Стемнело. Они подъехали к воротам, из будки вылез охранник. В ярком фонарном свете доктор поймал изумленный взгляд Мити, брови под шапочкой напряженно сдвинулись.
– Презумпция идеальности, – повторил он, – а ведь правда… Почему мне это никогда в голову не приходило?
Глава пятая
Весь сентябрь 1939 года Ося мотался по Европе и в своих репортажах убедительно доказывал, что никакой войны нет. Его шеф Чиано, министр иностранных дел Италии и зять Муссолини, четко сформулировал задачу и выдал стержневой тезис: германская армия улаживает локальный конфликт.
Слово «война» не употреблялось. Немецкая сторона заменила его выражением «борьба за мир в Европе». Советская – «защитой братских народов», без уточнения от кого. Итальянская пресса факт нападения Гитлера на Польшу называла «выполнением миротворческой миссии».
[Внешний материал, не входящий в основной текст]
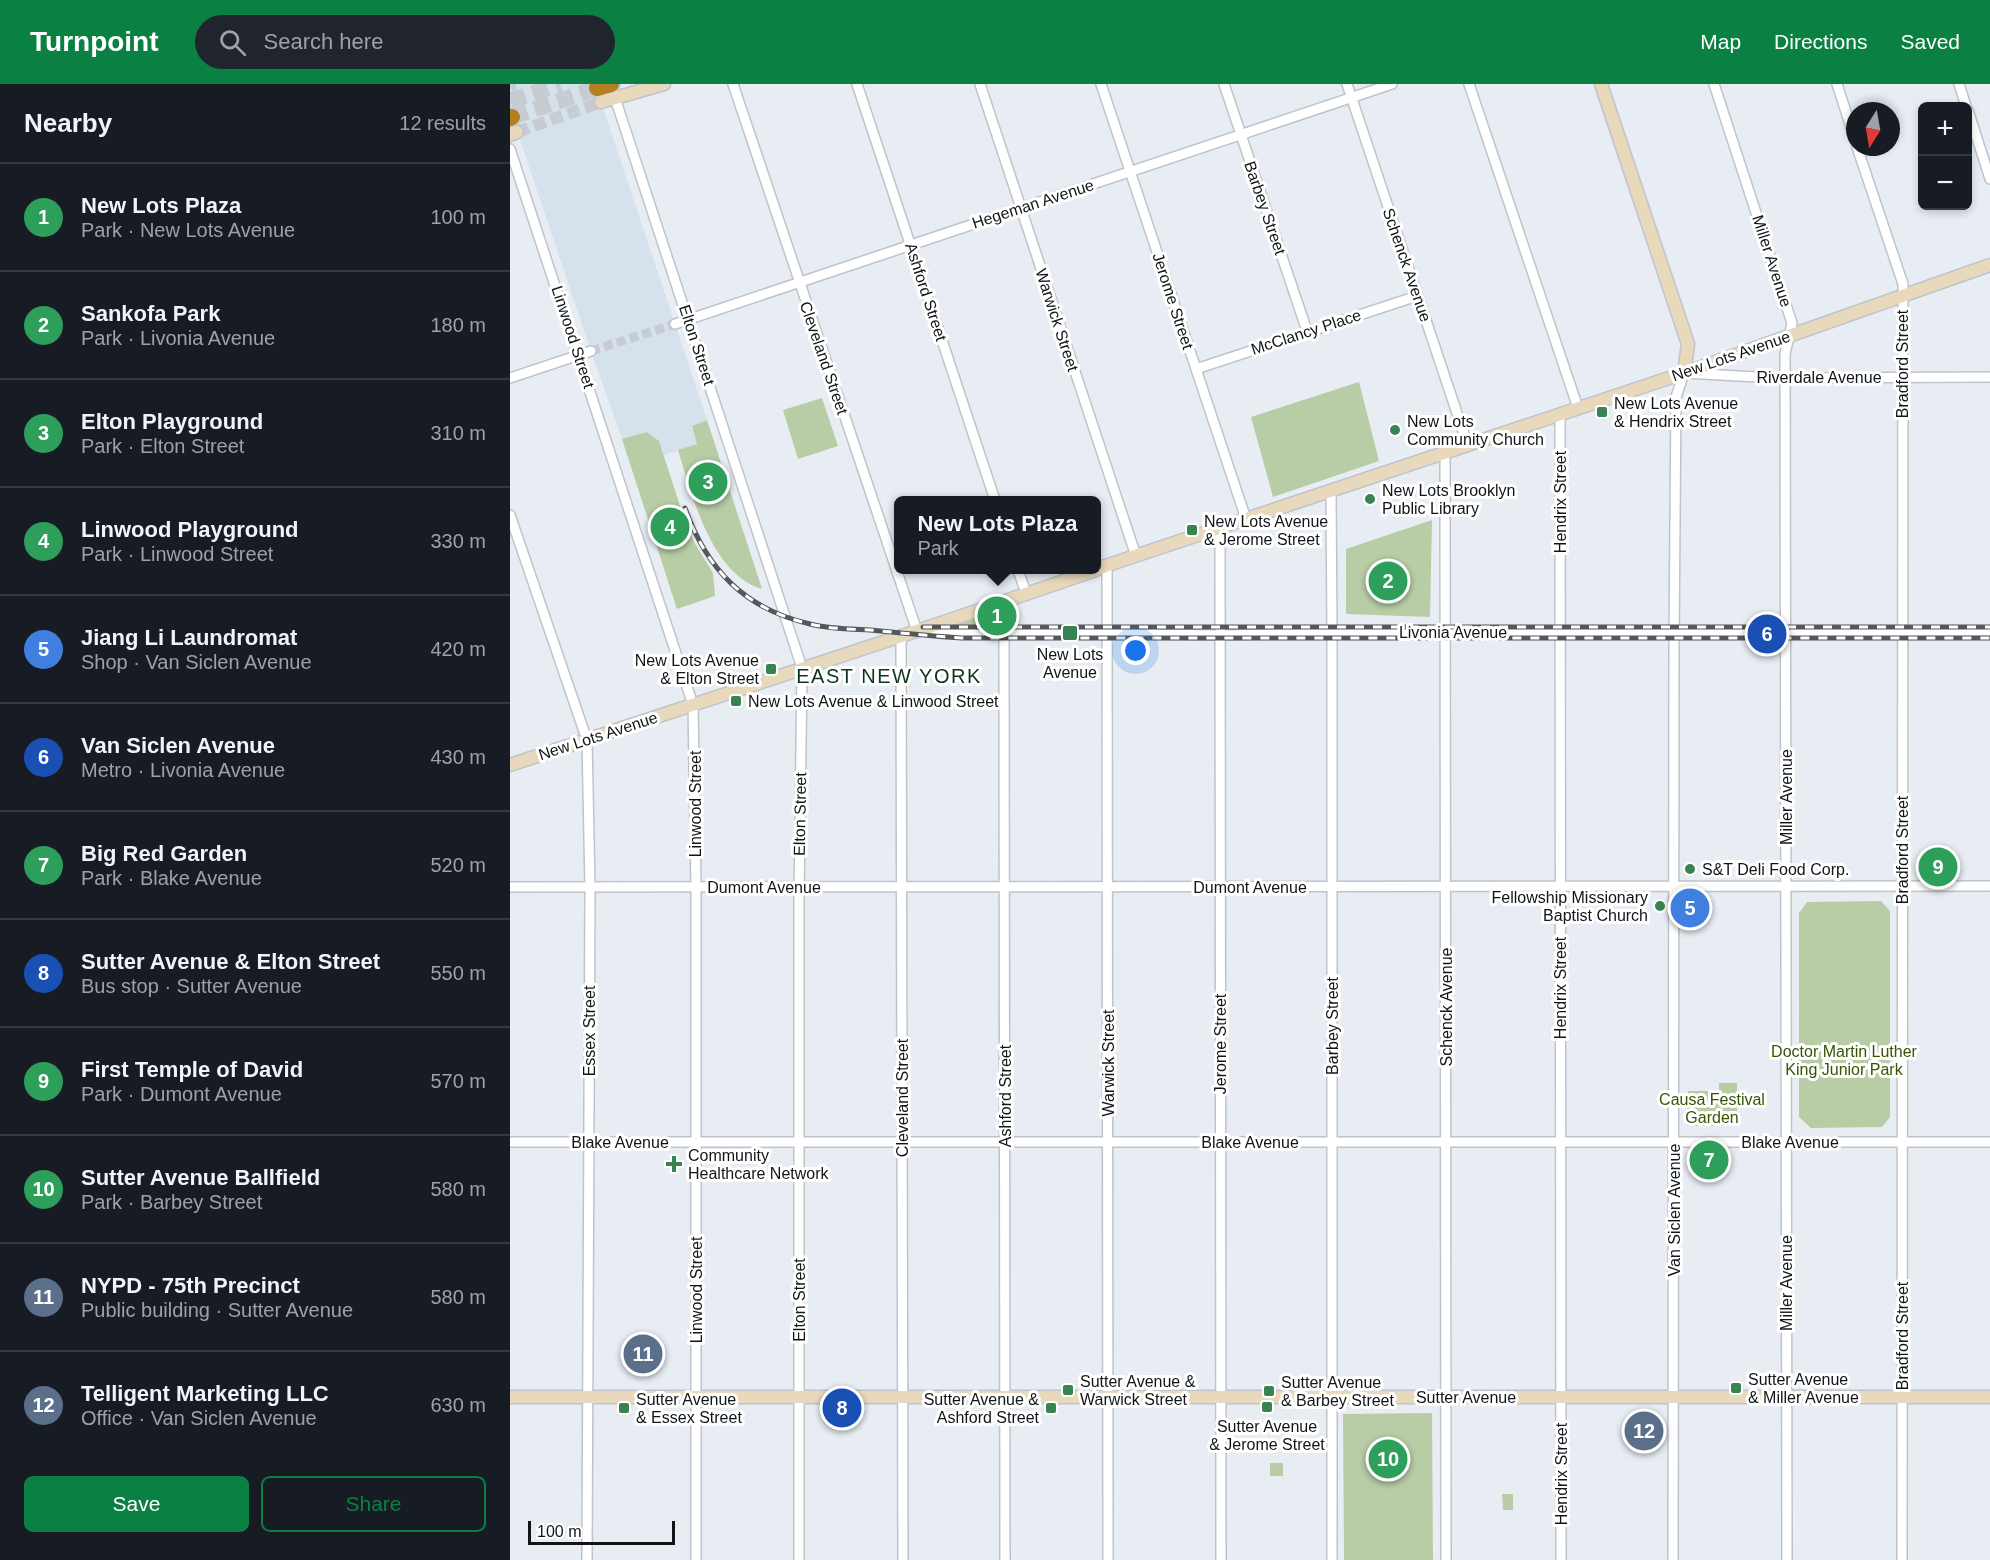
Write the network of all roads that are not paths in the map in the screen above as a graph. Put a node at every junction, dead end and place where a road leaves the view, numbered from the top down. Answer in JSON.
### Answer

Муссолини был обязан выступить на стороне Гитлера. Дуче смертельно боялся, что Англия и Франция ударят по нему, как по союзнику Германии, призывал к перемирию, предлагал собрать конференцию и всячески подчеркивал свой нейтралитет. Настроение его менялось каждую минуту. То он кричал, что надо порвать с Гитлером, то надувал щеки и заявлял, что ему судьбой предназначено идти с фюрером до конца.
В последние дни августа Чиано подсказал ему хитрый ход – передать немцам список того, что нужно итальянской армии для участия в боевых действиях. Тысячи тонн угля, нефти, стали, сотни самолетов и танков. Требования были очевидно невыполнимы и означали отказ от союзнических обязательств. Фюрер великодушно простил своего робкого друга и заверил в официальной ноте, что Германия справится собственными силами. Телеграмму фюрера дуче лично зачитал по радио, чтобы успокоить итальянцев, которые совершенно не хотели воевать и уже начали тихо ненавидеть немцев.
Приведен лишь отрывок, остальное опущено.